A stage band’s members were often more
interested in putting forth their take on popular rhythm than
proving that they could swing like Bennie Goodman or Glenn
Miller. They were kids, after all. Though their youthful energies
were somewhat restrained by the big band form, this desire
has led to large number of interesting (and a small number
of amazing) recordings. By the late ’60s, when the funk
beat (alternatively labeled “rock” or “soul”
beat) took over as the prevailing rhythm behind popular music,
it wasn’t uncommon to hear a white stage band attempt
covers of tunes by horn-heavy rock bands such as Blood, Sweat
& Tears and Chicago. It wasn’t uncommon for a black
stage band to cover funk king James Brown and his JBs (big)
band. Occasionally, an enterprising band would come up with
an original composition that melded the best of jazz, rock
and funk. And the music they created wasn’t only novelty.

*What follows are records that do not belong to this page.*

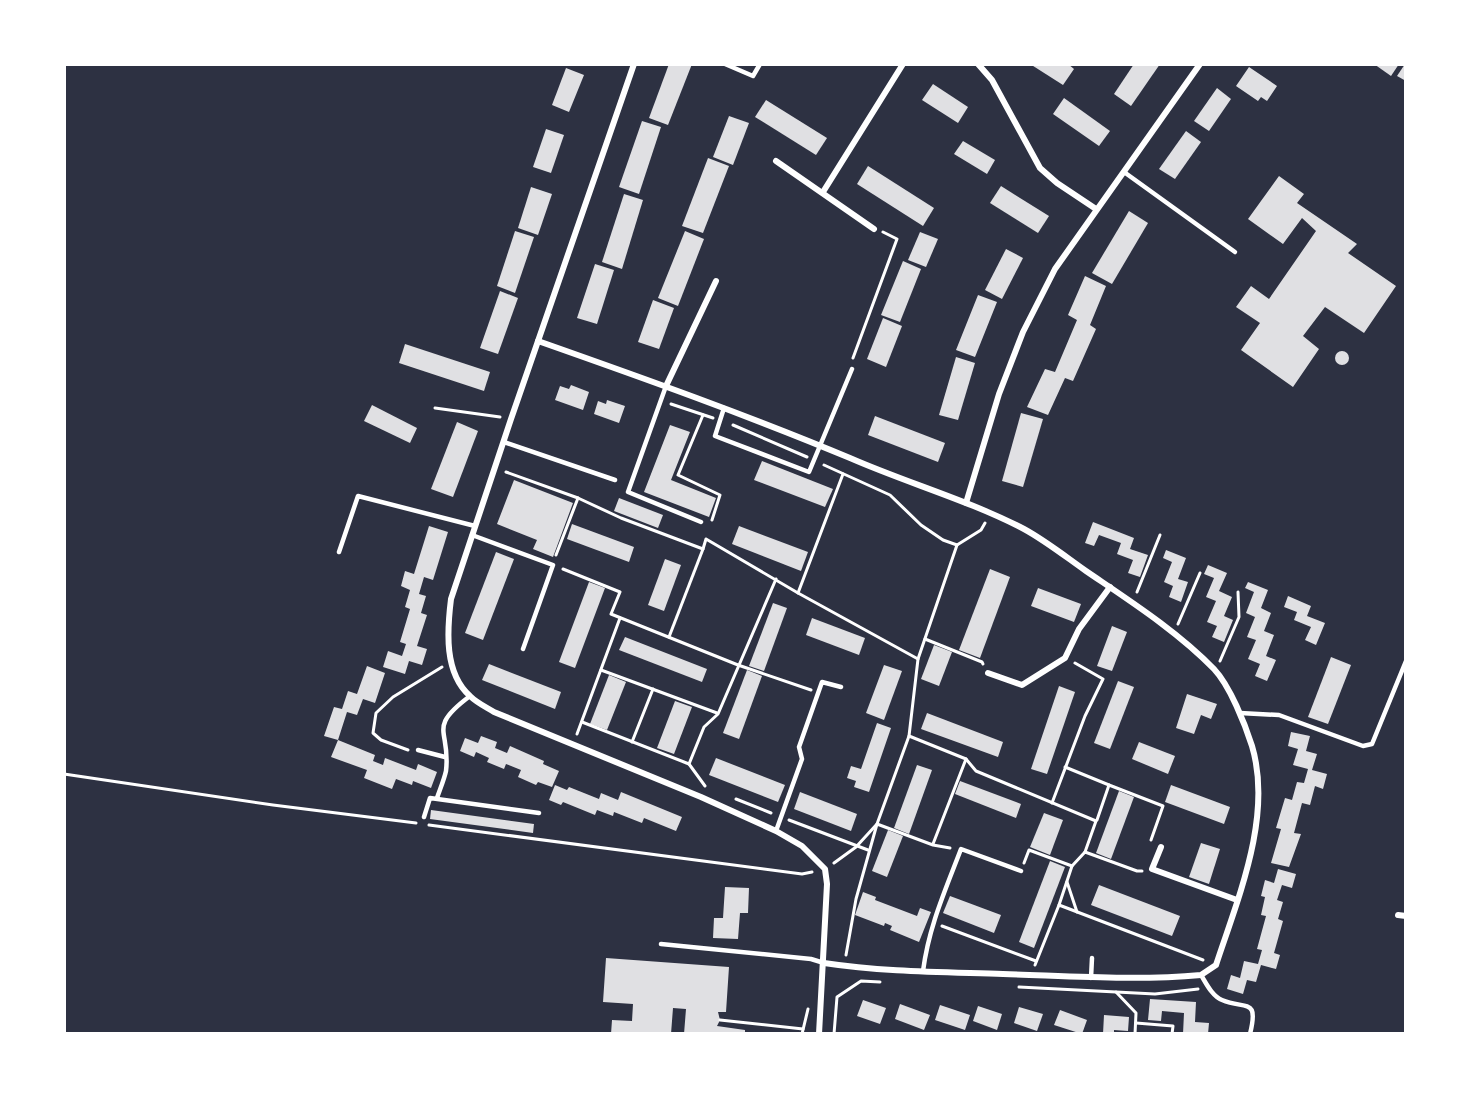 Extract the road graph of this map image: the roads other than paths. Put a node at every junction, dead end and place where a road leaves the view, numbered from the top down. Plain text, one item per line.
1 (634, 64) edge
2 (725, 64) edge
3 (760, 64) edge
4 (903, 64) edge
5 (978, 64) edge
6 (1200, 64) edge
7 (776, 161) dead end
8 (1124, 172) junction
9 (823, 192) junction
10 (1096, 209) junction
11 (874, 229) road end
12 (1235, 252) dead end
13 (716, 281) dead end
14 (538, 340) junction
15 (852, 369) road end
16 (666, 386) junction
17 (724, 408) junction
18 (504, 442) junction
19 (821, 446) junction
20 (615, 480) dead end
21 (966, 503) junction
22 (701, 522) dead end
23 (476, 526) junction
24 (472, 535) junction
25 (339, 552) dead end
26 (1110, 587) junction
27 (523, 649) dead end
28 (1406, 661) edge
29 (988, 673) road end
30 (841, 687) dead end
31 (470, 696) junction
32 (1240, 713) junction
33 (418, 750) road end
34 (446, 757) junction
35 (437, 798) junction
36 (539, 813) dead end
37 (424, 817) dead end
38 (776, 831) junction
39 (1161, 847) road end
40 (1021, 871) road end
41 (1237, 900) junction
42 (1398, 915) dead end
43 (1406, 916) edge
44 (661, 944) dead end
45 (1092, 958) dead end
46 (824, 963) junction
47 (923, 971) junction
48 (1201, 975) junction
49 (1091, 978) junction
50 (819, 1034) edge
51 (1250, 1034) edge

1 - 14 street
2 - 3 lane
4 - 9 street
5 - 10 street
6 - 8 street
7 - 9 street
8 - 10 street
8 - 12 lane
9 - 11 street
10 - 21 street
13 - 16 street
14 - 16 street
14 - 18 street
15 - 19 lane
16 - 17 street
16 - 22 lane
17 - 19 street
17 - 19 lane
18 - 20 lane
18 - 23 street
19 - 21 street
21 - 26 street
23 - 24 street
23 - 25 lane
24 - 27 lane
24 - 31 street
26 - 29 street
26 - 32 street
28 - 32 lane
30 - 38 lane
31 - 34 lane
31 - 38 street
32 - 41 street
33 - 34 lane
34 - 35 lane
35 - 36 lane
35 - 37 lane
38 - 46 street
39 - 41 street
40 - 47 lane
41 - 48 street
42 - 43 street
44 - 46 lane
45 - 49 lane
46 - 47 street
46 - 50 street
47 - 49 street
48 - 49 street
48 - 51 lane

The very fact that the Detroit Sex Machines were high school
students when they recorded four of the best funk sides ever
begs the question: wonder what Detroit’s Southeastern
High School Stage Band sounded like?
In large cities, where many high school stage
bands sprung up in proximity to one another, a logical phenomenon
often occurred: one stage band, and usually one band leader,
catalyzed the development, and sound, of a region. Stage bands
were competition bands by nature, and a winning band’s
formula would often be adopted by its followers. Often, the
reigning bandleader would release a large number of albums
(sometimes recorded in a studio, but most times recorded live),
which both served as fodder, and a source of envy, for his
compatriots. One example is Oklahoma City, Oklahoma, where
L. Jerome Hick’s awesome output with Douglass High School’s
Stage Band set the bar for the region’s bands.

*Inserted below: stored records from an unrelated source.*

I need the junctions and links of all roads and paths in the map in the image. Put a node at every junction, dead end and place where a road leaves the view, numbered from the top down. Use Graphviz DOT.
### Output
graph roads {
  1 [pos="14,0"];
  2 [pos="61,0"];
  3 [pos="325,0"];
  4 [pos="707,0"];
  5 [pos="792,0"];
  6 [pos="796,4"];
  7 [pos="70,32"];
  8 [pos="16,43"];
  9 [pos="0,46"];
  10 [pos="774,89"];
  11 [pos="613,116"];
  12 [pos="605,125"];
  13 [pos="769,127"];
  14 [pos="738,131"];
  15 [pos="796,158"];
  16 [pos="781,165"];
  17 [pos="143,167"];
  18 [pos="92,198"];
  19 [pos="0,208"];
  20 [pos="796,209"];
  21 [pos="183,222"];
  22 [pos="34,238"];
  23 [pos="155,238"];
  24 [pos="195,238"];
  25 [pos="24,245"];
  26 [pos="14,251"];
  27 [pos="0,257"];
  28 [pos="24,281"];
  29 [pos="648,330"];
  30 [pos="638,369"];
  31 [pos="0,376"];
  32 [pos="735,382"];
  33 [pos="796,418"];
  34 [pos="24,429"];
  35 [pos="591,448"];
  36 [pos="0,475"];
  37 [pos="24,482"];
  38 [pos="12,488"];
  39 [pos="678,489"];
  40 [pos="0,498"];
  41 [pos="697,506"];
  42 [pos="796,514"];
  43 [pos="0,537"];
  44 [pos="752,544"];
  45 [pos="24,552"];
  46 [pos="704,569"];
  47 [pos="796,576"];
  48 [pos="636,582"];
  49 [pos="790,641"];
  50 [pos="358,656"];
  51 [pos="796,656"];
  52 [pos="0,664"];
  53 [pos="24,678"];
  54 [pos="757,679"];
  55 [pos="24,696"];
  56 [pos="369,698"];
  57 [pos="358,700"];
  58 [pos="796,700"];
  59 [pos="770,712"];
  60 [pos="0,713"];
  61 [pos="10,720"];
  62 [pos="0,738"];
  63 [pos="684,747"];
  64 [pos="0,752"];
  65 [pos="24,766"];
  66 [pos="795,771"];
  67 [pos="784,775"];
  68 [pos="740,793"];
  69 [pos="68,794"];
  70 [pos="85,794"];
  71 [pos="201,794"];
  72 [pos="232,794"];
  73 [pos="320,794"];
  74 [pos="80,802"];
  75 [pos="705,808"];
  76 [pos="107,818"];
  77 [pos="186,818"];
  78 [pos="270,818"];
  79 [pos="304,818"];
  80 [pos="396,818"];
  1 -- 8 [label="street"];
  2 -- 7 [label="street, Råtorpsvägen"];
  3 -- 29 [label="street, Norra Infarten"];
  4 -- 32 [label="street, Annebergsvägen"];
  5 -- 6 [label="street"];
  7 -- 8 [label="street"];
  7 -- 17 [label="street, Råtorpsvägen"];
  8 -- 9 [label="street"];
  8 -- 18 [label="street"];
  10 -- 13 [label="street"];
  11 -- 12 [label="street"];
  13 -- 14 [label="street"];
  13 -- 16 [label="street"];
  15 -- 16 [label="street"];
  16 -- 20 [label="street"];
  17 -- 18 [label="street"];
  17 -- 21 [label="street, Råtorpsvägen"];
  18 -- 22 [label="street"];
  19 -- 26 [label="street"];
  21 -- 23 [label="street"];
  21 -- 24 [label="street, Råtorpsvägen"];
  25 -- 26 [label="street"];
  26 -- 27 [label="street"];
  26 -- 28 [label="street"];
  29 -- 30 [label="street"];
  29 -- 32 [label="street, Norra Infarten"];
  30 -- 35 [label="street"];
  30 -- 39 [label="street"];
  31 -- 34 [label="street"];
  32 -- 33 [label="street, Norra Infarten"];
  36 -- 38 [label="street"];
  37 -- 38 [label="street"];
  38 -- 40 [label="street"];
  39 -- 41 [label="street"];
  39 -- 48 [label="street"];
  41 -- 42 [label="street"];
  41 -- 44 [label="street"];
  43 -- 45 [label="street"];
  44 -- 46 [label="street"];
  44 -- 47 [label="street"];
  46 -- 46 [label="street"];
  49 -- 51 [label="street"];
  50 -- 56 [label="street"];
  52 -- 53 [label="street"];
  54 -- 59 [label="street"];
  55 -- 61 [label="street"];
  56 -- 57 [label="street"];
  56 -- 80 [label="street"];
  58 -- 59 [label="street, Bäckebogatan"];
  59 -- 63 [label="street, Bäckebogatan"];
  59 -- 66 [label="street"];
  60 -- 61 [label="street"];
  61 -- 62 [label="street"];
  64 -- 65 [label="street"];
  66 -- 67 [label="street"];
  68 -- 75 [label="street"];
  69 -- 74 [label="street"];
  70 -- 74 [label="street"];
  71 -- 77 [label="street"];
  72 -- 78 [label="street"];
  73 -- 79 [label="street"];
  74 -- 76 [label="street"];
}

But in Houston, Texas, Conrad O. Johnson pursued
a far loftier goal with his stage band at Kashmere High School,
a predominantly black school located in the city’s north
end (referred to in Houston as “Kashmere Gardens”).

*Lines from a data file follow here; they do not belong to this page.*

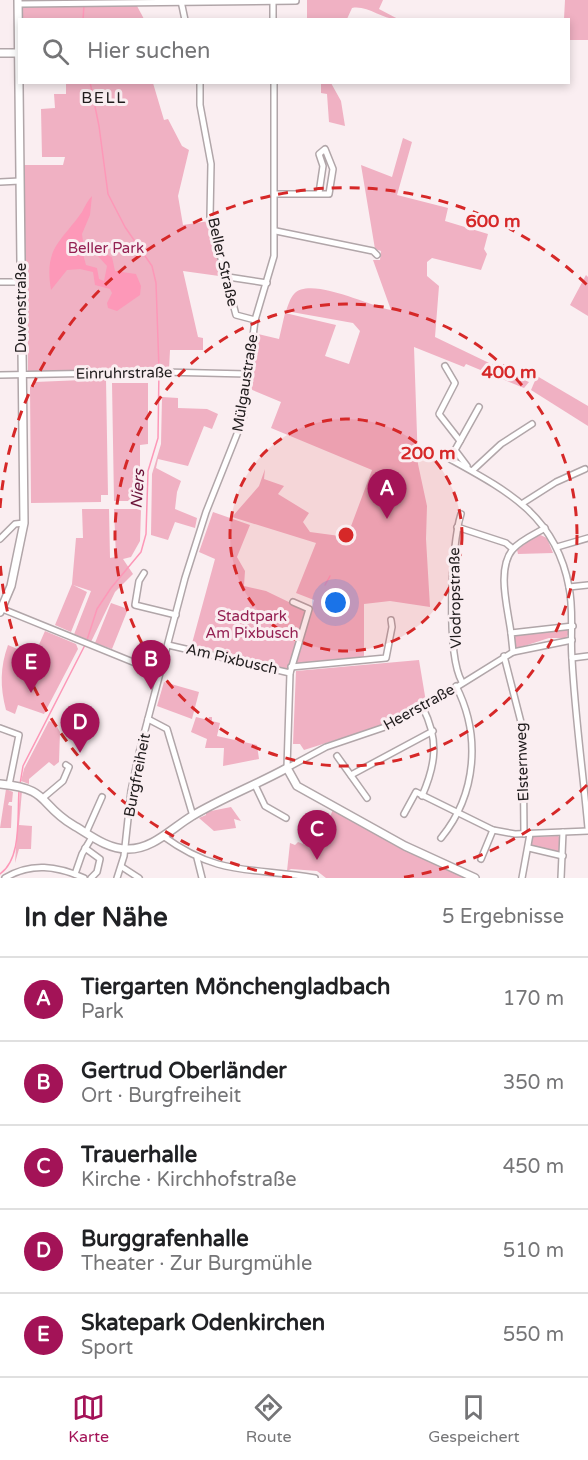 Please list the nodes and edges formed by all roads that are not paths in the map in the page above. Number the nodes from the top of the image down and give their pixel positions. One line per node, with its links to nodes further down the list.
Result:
1 (273, 0): 3 (street); 4 (street); 8 (street)
2 (128, 1): 3 (street); 5 (street)
3 (181, 1): 7 (street)
4 (296, 1)
5 (19, 2): 6 (main road, Duvenstraße)
6 (19, 18)
7 (185, 18)
8 (273, 18)
9 (0, 53): 10 (main road)
10 (18, 53)
11 (20, 84): 14 (main road, Duvenstraße)
12 (200, 84): 20 (street, Beller Straße)
13 (274, 84): 17 (street, Mülgaustraße)
14 (20, 181): 15 (street); 22 (main road, Duvenstraße)
15 (0, 182)
16 (319, 193): 16 (street); 17 (street)
17 (275, 194): 18 (street, Mülgaustraße)
18 (276, 231): 19 (street); 23 (street, Mülgaustraße)
19 (377, 255)
20 (228, 277): 23 (street); 24 (street, Beller Straße)
21 (0, 282): 22 (street)
22 (21, 282): 28 (main road, Duvenstraße)
23 (267, 283): 24 (street, Mülgaustraße)
24 (255, 320): 26 (street, Mülgaustraße)
25 (445, 366): 31 (street)
26 (247, 374): 28 (street, Einruhrstraße); 49 (street, Mülgaustraße)
27 (0, 375): 28 (street, Einruhrstraße)
28 (22, 375): 37 (main road, Duvenstraße)
29 (479, 408): 31 (street)
30 (532, 424): 34 (street)
31 (460, 441): 32 (street)
32 (455, 450): 34 (street); 34 (street)
33 (585, 468): 35 (street)
34 (471, 469): 35 (street)
35 (523, 504): 39 (street)
36 (462, 513): 38 (street, Vlodropstraße)
37 (24, 523): 41 (street); 48 (main road, Duvenstraße)
38 (457, 527): 43 (street); 61 (street, Vlodropstraße)
39 (544, 528): 42 (street); 43 (street)
40 (588, 538): 42 (street)
41 (0, 539)
42 (556, 547): 46 (street)
43 (513, 549): 52 (street)
44 (144, 573): 49 (street)
45 (588, 585): 46 (street)
46 (569, 587): 51 (street)
47 (293, 602): 59 (street, Am Pixbusch)
48 (1, 610): 60 (street)
49 (176, 615): 54 (street, Mülgaustraße)
50 (391, 620): 59 (street, Am Pixbusch)
51 (573, 626): 52 (street); 53 (street)
52 (511, 633): 55 (street)
53 (572, 640): 55 (street, Heerstraße); 58 (street)
54 (168, 645): 59 (street, Am Pixbusch); 60 (street, Mülgaustraße)
55 (513, 652): 56 (street, Heerstraße)
56 (504, 656): 61 (street, Heerstraße); 86 (street, Elsternweg)
57 (588, 656): 58 (street)
58 (572, 658): 83 (street)
59 (290, 670): 66 (street)
60 (160, 673): 63 (street, Burgfreiheit)
61 (459, 684): 62 (street, Heerstraße); 79 (street, Vlodropstraße)
62 (423, 708): 65 (street); 68 (street, Heerstraße)
63 (148, 719): 81 (street); 92 (street, Burgfreiheit)
64 (0, 728): 74 (street)
65 (433, 731): 71 (street); 75 (street)
66 (286, 754): 68 (street); 70 (street)
67 (337, 756): 71 (street)
68 (300, 761): 70 (street, Heerstraße)
69 (66, 765): 76 (street)
70 (287, 768): 73 (main road); 105 (main road)
71 (351, 775): 78 (street)
72 (0, 784): 74 (main road)
73 (255, 785): 81 (main road); 82 (street)
74 (16, 786): 76 (main road)
75 (422, 795): 79 (street); 80 (street)
76 (44, 797): 87 (main road)
77 (102, 797): 87 (street)
78 (367, 798)
79 (455, 813): 84 (street); 89 (street, Vlodropstraße)
80 (404, 814)
81 (193, 816): 88 (main road)
82 (286, 818)
83 (588, 829): 85 (street)
84 (493, 830): 86 (street); 95 (street)
85 (563, 832): 86 (street); 93 (street)
86 (527, 834): 91 (street, Elsternweg)
87 (89, 835): 90 (street); 92 (main road)
88 (163, 836): 92 (main road); 94 (street)
89 (441, 838)
90 (85, 848): 97 (street); 100 (street)
91 (529, 848): 93 (street); 106 (street, Elsternweg)
92 (125, 849): 96 (street, Burgfreiheit)
93 (563, 856): 107 (street)
94 (197, 858): 103 (street); 104 (street)
95 (481, 859)
96 (122, 867): 101 (street, Burgfreiheit); 102 (street)
97 (75, 874): 98 (street); 99 (street)
98 (5, 878)
99 (84, 878)
100 (91, 878)
101 (117, 878)
102 (139, 878)
103 (202, 878)
104 (315, 878)
105 (475, 878)
106 (522, 878)
107 (561, 878)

He wanted to lead not only the best high school stage band
in Texas, but the best high school stage band in the world.
Our opinion is that he succeeded, and we’re thankful
that he thoroughly documented his band’s progress, so
that we can present to you the Kashmere Stage Band’s
musical legacy.
In the mid ’60s through the ’70s,
in Houston’s bustling metropolis, Johnson (known by
many as “Prof.”) made a career of producing leagues
of musicians capable of playing competitively with any band
in the nation, professional or otherwise. More than simply
a product of the big band era (his childhood friends and early
musical peers included legends like Illinois Jacquet and Arnette
Cobb), Johnson bestowed a living history to his young students.
And while many band directors simply tolerated the use of
popular rhythms in their stage bands, Johnson embraced the
funk movement that enveloped his kids. He encouraged composition
– both by writing original funk songs for his band to
perform and by allowing the Kashmere Band to play songs written
by band members. Never one to succumb to novelty, Johnson
didn’t simply throw funk beats beneath a jazz song to
please his kids. He instructed his band to play funk because
he respected the funk idiom in the same way he respected jazz.
Nor did he simply borrow charts from progressive big banders
such as Herman, as was common amongst high school bandleaders
from the era. He arranged nearly every one of his band’s
songs himself, and those that he didn’t arrange he allowed
his students to arrange. He worked year-round with his eager
charges, constantly pushing the limits as to what their band
could accomplish. He built the Kashmere Stage Band from scratch
and his winning combination of powerful funk rhythms beneath
expertly executed jazz solos quickly influenced those bandleaders
directly within his sphere and those he met – and almost
always bested – in competitions across the world.